WORK REQUIRED:
Select from the records below every line that has the word "Quia" in it.

Excerpts from a dataset:
--------
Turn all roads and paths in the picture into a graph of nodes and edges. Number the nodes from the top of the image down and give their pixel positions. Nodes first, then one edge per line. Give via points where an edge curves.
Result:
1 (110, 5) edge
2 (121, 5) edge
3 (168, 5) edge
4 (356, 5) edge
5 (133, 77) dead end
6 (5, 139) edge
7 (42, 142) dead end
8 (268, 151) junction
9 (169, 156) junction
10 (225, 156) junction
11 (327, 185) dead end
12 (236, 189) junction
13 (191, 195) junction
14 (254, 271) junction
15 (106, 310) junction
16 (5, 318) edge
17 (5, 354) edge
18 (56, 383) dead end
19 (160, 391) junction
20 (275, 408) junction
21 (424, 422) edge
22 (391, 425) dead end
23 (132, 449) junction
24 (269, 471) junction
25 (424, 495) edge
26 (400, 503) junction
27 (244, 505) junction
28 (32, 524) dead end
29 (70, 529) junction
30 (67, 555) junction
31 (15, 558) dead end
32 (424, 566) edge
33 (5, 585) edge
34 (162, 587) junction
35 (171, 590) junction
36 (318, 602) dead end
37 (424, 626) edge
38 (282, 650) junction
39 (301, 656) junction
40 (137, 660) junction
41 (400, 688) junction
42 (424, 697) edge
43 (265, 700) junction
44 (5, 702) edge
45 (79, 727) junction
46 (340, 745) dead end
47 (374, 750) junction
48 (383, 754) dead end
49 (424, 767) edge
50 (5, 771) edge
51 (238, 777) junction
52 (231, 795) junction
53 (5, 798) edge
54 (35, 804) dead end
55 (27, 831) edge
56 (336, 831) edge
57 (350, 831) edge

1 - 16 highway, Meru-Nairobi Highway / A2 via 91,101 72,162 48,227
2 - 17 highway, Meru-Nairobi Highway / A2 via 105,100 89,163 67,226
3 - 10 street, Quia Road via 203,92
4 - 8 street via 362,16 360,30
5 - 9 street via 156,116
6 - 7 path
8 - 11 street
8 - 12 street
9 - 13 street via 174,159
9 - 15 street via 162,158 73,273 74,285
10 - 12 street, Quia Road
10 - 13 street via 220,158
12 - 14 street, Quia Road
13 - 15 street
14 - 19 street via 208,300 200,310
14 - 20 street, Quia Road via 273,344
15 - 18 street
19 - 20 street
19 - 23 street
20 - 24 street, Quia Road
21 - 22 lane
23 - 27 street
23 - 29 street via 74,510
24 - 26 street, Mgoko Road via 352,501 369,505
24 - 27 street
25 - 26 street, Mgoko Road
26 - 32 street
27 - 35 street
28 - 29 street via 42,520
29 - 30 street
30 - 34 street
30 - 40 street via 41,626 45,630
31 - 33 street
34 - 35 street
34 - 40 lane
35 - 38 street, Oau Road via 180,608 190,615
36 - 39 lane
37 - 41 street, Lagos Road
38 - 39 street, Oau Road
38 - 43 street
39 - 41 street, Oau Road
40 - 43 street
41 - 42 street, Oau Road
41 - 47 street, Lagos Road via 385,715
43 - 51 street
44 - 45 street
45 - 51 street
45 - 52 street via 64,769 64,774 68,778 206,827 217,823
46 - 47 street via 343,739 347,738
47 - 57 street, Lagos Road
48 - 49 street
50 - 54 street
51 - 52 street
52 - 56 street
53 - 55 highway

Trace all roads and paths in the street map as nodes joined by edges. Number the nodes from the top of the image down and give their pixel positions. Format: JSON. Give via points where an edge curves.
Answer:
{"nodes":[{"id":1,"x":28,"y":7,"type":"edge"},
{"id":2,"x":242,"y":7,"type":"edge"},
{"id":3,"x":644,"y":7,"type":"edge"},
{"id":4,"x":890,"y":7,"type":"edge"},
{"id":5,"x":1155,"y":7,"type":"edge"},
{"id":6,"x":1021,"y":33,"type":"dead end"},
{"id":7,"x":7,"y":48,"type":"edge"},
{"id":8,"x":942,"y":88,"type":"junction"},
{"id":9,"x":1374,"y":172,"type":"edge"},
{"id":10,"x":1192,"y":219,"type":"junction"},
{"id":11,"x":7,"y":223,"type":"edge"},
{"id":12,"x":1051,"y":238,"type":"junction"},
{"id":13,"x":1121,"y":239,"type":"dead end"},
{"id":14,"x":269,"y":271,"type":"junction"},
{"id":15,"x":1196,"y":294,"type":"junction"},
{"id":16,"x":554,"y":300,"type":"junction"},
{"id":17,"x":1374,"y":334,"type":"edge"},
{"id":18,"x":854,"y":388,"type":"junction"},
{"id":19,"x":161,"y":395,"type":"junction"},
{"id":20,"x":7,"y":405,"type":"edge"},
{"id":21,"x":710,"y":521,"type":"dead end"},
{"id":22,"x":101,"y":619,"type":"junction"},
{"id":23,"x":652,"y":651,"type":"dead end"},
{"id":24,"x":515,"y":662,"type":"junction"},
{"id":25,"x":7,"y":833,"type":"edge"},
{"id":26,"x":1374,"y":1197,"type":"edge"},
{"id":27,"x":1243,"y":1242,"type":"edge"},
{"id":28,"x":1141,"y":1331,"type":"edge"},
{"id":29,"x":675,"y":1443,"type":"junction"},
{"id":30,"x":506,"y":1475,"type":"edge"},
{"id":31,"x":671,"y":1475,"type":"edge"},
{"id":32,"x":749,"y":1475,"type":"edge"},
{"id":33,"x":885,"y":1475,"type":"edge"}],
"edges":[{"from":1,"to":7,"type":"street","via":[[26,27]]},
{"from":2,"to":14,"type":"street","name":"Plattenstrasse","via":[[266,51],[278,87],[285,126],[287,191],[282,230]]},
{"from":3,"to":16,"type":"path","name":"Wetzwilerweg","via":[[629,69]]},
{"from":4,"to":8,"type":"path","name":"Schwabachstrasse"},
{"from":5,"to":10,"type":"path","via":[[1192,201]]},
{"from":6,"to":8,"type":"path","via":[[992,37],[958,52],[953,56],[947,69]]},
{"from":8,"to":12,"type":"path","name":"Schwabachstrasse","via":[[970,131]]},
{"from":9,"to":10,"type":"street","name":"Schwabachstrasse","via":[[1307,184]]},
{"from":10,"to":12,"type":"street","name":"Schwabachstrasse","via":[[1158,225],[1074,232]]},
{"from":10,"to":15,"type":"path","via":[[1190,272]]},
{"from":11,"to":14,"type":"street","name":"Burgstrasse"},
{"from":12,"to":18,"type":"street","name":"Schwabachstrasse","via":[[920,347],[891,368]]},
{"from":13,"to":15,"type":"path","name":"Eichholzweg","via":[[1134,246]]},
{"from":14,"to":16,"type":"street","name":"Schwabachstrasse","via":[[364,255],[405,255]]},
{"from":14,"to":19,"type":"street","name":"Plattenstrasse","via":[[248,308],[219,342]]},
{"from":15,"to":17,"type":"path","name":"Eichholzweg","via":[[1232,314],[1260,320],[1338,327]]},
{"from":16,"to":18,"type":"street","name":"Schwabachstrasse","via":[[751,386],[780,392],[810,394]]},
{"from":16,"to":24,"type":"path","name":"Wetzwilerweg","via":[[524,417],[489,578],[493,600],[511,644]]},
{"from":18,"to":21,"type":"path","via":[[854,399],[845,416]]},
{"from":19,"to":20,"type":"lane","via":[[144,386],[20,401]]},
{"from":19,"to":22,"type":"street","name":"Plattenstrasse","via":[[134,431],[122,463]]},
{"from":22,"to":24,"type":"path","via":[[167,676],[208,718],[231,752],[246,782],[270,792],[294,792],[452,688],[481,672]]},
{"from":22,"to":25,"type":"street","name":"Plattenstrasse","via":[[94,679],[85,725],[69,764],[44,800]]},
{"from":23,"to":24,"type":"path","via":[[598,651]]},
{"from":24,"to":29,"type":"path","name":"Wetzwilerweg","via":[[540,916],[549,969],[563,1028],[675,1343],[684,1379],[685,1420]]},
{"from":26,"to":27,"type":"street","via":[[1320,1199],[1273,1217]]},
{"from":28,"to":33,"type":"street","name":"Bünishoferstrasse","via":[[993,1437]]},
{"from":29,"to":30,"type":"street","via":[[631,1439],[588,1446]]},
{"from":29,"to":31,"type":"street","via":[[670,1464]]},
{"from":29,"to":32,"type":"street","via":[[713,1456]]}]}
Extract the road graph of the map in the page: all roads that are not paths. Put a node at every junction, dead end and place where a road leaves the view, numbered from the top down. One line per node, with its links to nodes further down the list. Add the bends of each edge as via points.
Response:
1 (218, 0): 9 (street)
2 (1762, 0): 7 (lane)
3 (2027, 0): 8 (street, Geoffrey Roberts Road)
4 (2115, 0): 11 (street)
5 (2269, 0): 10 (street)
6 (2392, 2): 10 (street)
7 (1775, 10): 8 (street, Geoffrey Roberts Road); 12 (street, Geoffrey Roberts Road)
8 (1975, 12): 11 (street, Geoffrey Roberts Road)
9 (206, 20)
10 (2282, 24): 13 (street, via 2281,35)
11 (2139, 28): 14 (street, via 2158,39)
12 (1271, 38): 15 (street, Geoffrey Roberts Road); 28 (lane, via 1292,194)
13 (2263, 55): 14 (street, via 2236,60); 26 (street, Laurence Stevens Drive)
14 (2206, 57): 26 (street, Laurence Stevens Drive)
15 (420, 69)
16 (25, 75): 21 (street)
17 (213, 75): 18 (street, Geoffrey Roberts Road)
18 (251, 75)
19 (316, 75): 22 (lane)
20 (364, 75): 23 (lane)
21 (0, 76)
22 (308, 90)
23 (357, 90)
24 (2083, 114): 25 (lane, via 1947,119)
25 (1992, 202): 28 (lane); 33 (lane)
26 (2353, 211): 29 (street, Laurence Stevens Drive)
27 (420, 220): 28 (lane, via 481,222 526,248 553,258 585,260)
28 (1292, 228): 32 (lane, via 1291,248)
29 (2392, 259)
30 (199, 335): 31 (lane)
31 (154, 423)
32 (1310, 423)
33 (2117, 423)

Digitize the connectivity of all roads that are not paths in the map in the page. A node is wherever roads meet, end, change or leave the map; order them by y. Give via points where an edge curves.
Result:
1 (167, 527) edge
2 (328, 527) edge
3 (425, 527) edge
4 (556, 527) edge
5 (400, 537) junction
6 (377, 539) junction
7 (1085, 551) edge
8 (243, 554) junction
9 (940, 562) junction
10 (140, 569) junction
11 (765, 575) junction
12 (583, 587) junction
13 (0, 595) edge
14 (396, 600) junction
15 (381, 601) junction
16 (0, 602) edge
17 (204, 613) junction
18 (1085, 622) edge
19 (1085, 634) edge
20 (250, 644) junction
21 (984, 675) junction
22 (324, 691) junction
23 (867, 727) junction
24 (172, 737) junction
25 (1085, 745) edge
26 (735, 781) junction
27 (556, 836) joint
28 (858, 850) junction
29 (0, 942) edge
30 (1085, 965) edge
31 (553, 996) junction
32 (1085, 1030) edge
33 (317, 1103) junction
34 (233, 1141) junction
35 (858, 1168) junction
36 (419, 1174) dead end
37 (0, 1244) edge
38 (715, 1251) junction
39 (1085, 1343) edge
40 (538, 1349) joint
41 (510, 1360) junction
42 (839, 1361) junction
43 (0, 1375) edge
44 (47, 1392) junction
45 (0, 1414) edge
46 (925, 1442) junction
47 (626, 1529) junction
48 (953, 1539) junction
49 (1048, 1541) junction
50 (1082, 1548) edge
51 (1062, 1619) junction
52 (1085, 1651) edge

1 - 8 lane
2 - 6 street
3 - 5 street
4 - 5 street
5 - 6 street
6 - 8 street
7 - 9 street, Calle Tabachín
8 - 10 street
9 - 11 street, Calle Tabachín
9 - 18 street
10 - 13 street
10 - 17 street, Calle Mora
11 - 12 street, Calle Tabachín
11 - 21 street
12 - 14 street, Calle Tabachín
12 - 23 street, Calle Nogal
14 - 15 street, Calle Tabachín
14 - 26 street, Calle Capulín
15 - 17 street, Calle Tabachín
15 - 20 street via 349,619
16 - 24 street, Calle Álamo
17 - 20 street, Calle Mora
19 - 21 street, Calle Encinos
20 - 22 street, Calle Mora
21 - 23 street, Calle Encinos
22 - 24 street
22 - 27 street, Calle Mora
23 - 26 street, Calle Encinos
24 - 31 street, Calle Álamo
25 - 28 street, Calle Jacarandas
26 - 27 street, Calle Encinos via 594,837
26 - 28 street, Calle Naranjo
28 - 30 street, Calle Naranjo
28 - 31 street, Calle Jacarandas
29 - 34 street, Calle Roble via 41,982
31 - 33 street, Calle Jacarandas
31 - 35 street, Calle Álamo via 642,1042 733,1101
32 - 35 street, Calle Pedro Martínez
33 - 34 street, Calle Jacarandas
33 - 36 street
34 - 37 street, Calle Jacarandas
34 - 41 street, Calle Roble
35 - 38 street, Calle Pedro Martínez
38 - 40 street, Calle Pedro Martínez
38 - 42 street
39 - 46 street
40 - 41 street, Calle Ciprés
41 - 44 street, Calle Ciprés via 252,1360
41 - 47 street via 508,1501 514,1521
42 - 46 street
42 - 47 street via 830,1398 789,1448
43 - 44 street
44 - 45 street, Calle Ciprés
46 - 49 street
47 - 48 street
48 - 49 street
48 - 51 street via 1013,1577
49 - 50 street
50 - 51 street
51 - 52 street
--------
ANSWER SECTION:
3 - 10 street, Quia Road via 203,92
10 - 12 street, Quia Road
12 - 14 street, Quia Road
14 - 20 street, Quia Road via 273,344
20 - 24 street, Quia Road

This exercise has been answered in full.